In science one of the things that folks try to do in experiments is to figure out ways to reduce the impact of random variables. This sounds easy, but it is a very tricky endeavor as something that you may think of as fixed or being non-deterministic or static, may turn out to be an independent variable that will influence what you are measuring. The most famous of these is the gravity experiment which has an independent variable on Earth's surface called: atmosphere. When dropping something in an atmosphere there is a problem with mass to surface area ratios, that change findings apparently at random... soon you are trying to find out why two objects of the *same* mass don't fall at the same rate and looking at surface are and learning about dandelion seeds, maple seeds, and having to make things like lift and drag coefficients and account for friction... in no time at all you have forgotten about gravity and invented all sorts of wonderful ways to model the average air speed of a sparrow.
Those little extras prove very handy in understanding the world around you and soon it dawns upon you that yes! atmosphere is a problem. Ways to remove it as a variable include removing lift and drag out from the air via things like inclined planes and seeing if there is any way you can easily get all of the air out of an enclosure. You learn much about friction, air pressure and the tensile strength of materials.... and how to seal leaks. Friction, luckily, stays relatively the same for certain surface type interactions, can be categorized, measured and you can start measuring gravity! While mankind would, actually, also create the vacuum pump, good air seals and the pressurized hair spray, we would also put on demonstrations of things in a vacuum falling at the same rate. Of course stepping onto a surface without any atmosphere to worry about would take a bit:
The Apollo 15 Mission Commander David Scott would do a service to mankind and create a headache for conspiracy theorists everywhere. Of course evidence of the astronauts walking around demonstrated a lack of atmosphere: in walking around they would kick up lunar dust. It would fall back to the surface at a measurable speed that was pretty much beyond the SFX folks of the day.

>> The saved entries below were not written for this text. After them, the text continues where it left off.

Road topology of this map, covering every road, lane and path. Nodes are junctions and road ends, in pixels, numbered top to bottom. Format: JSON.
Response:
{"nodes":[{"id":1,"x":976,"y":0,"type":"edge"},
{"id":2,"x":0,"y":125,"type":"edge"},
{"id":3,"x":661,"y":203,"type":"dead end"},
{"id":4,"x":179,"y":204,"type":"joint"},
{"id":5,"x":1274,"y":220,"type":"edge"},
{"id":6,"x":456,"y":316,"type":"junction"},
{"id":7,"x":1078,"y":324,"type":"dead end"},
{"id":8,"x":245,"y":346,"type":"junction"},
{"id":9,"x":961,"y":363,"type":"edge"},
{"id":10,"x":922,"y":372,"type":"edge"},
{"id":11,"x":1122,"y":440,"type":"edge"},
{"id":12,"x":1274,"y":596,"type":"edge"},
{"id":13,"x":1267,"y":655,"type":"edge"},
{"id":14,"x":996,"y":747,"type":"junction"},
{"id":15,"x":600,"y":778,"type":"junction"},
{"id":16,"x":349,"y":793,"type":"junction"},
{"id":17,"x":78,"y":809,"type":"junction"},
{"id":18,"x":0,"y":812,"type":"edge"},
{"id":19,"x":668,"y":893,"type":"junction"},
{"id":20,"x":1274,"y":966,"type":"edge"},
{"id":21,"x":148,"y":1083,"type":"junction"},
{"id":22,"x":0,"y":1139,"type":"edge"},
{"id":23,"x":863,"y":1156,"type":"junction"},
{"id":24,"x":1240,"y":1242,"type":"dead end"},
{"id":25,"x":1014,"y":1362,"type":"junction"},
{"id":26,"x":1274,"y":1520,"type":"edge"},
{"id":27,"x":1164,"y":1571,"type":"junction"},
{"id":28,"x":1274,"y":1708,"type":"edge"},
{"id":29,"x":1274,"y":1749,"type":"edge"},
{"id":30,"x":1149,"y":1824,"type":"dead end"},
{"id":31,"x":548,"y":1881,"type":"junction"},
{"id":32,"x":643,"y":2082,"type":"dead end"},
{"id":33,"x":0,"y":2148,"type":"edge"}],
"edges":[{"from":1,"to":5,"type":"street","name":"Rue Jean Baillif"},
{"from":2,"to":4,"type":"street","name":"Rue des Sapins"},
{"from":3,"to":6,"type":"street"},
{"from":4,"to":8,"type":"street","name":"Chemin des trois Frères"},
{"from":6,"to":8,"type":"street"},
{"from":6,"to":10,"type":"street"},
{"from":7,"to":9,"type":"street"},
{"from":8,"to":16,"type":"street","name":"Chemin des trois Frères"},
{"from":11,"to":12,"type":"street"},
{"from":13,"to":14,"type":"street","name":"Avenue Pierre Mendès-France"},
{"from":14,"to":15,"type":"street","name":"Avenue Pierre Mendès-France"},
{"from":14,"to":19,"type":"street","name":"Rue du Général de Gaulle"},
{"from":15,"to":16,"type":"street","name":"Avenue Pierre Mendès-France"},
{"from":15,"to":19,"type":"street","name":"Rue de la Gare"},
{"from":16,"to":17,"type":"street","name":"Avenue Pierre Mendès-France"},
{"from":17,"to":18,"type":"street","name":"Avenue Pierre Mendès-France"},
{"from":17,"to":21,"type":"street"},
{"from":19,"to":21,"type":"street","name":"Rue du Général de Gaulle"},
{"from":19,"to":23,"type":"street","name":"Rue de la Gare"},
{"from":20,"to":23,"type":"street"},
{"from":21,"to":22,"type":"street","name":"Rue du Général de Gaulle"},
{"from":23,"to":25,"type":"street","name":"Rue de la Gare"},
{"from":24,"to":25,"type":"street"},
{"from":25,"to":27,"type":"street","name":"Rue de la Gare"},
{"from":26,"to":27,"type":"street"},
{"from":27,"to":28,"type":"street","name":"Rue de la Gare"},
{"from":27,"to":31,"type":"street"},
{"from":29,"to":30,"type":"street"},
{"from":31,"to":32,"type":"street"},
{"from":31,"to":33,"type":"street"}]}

Still, if you did *all* possible controlled experiments on Earth you would slowly shift to an average value of gravity. Initial values might be too *high* but that is the nature of first controlled experiments of a given type: you don't know what can happen and measurements can be off by quite a bit. And then you correct everything you can think of and the measurement drops far below expectations. This is an effect that takes place outside of science and is often known as the 'Rookie Year Effect' in sports. Given that each individual player in a given sport has their own subtle difference, when they become part of an established setting, they outperform: no one knows how to react to them until mid-season.
Rookies, having a great start, then do not vary their play and soon find themselves in a 'slump' as a sophomore. Part of the art of professional athletics of any sort is to vary your play and keep your opponents off-balance. In martial arts, this is known as 'not doing the same thing over and over': mix it up, don't do the same set moves all the time, understand your strengths and weaknesses and take advantage of openings. After a large number of professional matches, which your opponents have been studying, your ability to adapt in the ring/octagon comes to the forefront and you are now managing your own style. Professional team players do this, also, and those that post year-on-year solid performances are now performing to their mean as a professional player. One year measurements, given everything else being equal, are not true measurements of the mean or average ability demonstrated in a given milieu.
Or, at least that is the 'theory', which is nothing more than an observation of "star" rookies.
But just how true is this phenomena? In the media driven age we come to expect a lot out of highly drafted rookies and the spotlight of the media adds its own problems. So lets take a look at a few players to get an idea of how regression towards the mean shows up over careers. In baseball the slugging percentage is the sum total number of bases divided by the at-bats, with a single counting as 1 x bases, a double as 2 x bases, etc. and that at-bats as the number of times an individual is up as a hitter. If a player could get a home-run every time at-bat, they would have a perfect score of 4.000. Note that walks are excluded from the statistics.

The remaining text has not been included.